Extracted records

>>>>>

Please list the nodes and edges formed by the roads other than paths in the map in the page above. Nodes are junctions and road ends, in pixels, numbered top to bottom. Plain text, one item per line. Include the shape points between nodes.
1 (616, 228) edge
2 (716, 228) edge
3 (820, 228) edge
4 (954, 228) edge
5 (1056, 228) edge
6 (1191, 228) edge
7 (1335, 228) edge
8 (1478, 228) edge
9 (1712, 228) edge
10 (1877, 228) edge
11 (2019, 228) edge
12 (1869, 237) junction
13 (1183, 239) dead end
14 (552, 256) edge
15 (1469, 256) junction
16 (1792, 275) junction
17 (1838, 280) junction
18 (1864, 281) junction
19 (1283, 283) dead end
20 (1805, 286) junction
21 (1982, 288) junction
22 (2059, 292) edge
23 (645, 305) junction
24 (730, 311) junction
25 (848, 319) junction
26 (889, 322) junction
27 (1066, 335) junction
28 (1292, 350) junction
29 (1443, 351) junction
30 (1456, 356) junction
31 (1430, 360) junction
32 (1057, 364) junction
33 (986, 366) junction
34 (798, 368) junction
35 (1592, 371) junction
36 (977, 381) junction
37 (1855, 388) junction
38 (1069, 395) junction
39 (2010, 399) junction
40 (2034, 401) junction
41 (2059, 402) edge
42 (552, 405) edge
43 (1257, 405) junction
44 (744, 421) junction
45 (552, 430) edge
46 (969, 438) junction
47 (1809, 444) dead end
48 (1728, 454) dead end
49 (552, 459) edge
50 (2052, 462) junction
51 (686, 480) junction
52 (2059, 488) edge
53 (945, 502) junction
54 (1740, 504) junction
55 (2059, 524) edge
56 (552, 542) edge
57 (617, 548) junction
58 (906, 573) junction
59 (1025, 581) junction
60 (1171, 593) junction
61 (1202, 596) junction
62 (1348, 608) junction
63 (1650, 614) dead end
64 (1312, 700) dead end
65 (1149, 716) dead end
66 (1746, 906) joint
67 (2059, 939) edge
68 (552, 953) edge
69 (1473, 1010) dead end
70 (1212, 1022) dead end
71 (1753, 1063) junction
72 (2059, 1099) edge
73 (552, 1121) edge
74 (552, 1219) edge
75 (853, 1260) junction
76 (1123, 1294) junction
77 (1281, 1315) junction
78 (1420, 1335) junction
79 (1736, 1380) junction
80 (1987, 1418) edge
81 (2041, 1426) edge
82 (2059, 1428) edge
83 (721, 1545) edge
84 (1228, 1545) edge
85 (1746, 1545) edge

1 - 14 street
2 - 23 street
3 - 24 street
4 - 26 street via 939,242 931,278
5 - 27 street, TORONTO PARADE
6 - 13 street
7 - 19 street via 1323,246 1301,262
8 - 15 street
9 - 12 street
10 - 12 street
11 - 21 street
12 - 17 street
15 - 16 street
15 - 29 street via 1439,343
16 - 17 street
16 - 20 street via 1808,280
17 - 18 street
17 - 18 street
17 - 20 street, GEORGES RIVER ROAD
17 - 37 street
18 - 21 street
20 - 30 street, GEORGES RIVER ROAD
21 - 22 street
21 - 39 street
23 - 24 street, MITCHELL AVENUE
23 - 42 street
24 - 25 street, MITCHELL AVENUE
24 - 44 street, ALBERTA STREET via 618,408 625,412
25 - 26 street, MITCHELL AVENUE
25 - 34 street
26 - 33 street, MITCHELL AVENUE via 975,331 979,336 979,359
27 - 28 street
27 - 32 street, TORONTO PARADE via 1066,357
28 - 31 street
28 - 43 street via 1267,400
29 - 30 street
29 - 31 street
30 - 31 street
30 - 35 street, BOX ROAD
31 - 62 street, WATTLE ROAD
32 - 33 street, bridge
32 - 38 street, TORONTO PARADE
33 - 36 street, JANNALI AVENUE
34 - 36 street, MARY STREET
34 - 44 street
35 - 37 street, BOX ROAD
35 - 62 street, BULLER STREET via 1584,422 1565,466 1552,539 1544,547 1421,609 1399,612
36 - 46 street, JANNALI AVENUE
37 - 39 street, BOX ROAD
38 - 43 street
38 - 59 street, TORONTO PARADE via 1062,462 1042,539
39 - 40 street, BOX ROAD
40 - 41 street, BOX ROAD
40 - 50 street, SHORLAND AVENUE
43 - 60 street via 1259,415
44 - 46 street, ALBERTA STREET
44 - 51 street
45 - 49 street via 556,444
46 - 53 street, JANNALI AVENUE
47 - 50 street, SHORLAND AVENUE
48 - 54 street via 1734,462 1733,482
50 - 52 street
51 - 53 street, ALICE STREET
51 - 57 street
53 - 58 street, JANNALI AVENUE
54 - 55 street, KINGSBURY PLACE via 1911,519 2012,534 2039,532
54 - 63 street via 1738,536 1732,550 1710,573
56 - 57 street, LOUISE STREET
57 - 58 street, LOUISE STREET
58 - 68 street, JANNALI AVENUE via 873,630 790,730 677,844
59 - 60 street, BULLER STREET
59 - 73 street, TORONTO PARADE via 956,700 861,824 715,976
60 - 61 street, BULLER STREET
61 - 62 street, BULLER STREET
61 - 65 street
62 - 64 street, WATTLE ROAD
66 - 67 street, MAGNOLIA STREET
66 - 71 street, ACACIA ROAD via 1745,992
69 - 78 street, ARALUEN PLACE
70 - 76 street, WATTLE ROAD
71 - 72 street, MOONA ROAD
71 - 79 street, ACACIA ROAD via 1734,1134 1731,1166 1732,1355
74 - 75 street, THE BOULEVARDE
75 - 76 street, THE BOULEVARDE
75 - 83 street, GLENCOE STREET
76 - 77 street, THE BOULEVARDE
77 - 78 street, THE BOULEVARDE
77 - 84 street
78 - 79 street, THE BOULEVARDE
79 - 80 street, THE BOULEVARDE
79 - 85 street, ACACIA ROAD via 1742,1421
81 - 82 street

<<<<<

**WHAT IS BEING ASKED:** Which lines above include the word "WATTLE"? Show each one.

**RESULT:**
31 - 62 street, WATTLE ROAD
62 - 64 street, WATTLE ROAD
70 - 76 street, WATTLE ROAD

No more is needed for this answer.